MATERIAL SHOWN section start
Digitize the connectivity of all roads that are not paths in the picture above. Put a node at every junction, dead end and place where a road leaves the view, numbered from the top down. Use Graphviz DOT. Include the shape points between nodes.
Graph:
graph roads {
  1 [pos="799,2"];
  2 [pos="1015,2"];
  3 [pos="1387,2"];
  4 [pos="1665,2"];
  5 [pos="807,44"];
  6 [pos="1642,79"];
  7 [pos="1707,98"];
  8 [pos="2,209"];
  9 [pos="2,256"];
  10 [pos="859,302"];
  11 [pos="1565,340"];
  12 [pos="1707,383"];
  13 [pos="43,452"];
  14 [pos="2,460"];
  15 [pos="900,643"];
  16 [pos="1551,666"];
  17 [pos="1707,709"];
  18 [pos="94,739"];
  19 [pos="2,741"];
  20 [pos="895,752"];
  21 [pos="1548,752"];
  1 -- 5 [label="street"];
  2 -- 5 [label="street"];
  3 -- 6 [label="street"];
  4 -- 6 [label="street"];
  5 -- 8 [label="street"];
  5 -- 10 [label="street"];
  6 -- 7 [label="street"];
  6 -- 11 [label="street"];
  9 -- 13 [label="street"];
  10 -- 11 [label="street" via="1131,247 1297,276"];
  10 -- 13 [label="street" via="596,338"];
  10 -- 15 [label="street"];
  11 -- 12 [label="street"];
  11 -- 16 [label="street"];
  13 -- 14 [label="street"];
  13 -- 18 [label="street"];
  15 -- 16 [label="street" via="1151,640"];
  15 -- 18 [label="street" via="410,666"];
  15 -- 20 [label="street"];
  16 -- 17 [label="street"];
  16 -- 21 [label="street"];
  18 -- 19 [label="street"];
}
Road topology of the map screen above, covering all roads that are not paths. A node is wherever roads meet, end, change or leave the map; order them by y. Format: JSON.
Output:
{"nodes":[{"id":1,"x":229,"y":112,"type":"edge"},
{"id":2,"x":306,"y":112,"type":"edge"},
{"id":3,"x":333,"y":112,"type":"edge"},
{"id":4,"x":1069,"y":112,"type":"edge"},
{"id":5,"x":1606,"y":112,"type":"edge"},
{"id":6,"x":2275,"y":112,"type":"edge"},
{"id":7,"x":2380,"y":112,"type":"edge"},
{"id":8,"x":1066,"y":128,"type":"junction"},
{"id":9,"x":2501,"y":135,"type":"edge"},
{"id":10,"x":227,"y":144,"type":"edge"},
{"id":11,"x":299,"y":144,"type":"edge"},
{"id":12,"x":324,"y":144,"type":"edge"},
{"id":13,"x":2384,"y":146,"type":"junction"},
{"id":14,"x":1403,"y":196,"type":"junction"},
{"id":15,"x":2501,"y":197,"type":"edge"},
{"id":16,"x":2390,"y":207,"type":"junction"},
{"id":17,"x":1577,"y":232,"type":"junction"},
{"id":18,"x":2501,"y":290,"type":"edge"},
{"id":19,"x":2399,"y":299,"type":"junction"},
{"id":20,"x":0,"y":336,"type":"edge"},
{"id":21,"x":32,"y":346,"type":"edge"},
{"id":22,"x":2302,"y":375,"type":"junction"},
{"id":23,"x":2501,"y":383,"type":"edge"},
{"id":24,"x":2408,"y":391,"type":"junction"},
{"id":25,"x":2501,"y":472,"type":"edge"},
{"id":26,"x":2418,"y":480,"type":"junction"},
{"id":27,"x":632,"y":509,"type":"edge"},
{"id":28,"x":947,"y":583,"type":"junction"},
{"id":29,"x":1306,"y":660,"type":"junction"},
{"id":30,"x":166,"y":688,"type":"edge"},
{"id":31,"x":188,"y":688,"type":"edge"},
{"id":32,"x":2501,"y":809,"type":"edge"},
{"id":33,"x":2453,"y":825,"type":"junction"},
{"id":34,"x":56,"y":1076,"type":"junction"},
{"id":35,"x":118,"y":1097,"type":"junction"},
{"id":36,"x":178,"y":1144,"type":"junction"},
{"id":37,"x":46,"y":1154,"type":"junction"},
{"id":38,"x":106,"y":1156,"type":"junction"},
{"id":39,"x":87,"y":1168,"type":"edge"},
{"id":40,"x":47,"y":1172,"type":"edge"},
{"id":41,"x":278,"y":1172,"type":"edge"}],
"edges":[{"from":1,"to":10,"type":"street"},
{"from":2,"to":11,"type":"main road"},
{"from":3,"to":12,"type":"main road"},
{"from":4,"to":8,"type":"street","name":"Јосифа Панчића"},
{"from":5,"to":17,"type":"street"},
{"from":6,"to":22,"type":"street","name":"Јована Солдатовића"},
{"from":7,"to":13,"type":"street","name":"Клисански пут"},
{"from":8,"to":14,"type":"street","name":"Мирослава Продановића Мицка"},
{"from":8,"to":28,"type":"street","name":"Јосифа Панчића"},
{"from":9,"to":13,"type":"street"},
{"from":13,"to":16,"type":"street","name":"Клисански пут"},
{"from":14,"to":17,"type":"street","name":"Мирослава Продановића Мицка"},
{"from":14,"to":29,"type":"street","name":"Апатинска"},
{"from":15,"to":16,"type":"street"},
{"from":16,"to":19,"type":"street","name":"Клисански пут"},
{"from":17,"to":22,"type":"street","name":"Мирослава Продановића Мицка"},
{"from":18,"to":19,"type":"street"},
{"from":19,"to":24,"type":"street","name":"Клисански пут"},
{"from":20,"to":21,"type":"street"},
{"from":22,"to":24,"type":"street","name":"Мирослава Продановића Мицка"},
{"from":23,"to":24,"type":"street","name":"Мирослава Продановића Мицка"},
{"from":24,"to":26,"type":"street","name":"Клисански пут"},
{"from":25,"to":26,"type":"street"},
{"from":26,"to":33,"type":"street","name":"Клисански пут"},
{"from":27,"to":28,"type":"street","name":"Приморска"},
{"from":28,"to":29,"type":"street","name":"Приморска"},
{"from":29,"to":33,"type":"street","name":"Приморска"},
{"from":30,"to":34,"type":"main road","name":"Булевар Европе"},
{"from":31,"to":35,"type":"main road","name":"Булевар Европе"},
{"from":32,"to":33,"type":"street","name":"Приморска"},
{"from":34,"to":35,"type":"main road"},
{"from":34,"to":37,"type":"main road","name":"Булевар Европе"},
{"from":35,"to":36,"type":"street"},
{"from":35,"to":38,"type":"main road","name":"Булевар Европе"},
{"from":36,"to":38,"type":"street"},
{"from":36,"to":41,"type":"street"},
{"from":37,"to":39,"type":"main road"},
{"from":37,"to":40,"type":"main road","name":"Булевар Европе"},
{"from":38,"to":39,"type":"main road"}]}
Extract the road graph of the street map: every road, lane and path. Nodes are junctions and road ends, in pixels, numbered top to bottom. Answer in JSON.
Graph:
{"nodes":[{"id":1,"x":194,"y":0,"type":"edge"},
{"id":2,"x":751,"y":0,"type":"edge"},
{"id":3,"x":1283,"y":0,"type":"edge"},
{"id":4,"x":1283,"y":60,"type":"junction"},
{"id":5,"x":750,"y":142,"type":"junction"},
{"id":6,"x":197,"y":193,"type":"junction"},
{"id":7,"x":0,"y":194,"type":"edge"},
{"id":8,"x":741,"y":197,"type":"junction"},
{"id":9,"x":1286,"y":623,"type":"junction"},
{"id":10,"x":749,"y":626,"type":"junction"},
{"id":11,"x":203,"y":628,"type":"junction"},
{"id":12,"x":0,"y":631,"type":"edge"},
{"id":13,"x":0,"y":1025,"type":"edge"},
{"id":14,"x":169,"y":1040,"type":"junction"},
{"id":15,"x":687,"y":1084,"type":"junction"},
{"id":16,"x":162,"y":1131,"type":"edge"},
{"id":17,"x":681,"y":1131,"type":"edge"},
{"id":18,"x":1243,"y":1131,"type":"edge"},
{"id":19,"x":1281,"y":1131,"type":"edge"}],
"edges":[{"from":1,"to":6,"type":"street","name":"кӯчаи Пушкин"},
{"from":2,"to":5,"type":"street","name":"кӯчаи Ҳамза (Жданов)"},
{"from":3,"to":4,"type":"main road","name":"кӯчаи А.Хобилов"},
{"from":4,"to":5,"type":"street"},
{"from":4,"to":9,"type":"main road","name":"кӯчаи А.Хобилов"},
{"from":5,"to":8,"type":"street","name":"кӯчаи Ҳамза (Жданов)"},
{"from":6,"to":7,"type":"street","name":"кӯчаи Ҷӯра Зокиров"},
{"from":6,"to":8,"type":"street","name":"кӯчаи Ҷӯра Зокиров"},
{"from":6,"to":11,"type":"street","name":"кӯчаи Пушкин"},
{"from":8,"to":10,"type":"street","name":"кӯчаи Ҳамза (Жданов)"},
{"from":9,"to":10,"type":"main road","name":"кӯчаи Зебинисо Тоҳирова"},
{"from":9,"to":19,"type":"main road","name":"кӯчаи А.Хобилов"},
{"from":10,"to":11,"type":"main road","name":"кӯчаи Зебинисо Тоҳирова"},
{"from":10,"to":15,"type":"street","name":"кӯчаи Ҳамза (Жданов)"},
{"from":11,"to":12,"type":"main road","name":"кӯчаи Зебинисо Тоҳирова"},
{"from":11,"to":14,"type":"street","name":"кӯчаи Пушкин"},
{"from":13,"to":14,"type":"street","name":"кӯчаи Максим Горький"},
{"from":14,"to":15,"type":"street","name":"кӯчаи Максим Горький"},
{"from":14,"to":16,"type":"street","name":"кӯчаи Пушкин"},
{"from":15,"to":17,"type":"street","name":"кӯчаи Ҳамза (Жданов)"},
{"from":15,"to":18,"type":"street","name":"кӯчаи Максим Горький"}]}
MATERIAL SHOWN section end
- ACTIVITY -
Read through the data and copy every line where "edges" shows up.

- EXERCISE ANSWER -
"edges":[{"from":1,"to":10,"type":"street"},
"edges":[{"from":1,"to":6,"type":"street","name":"кӯчаи Пушкин"},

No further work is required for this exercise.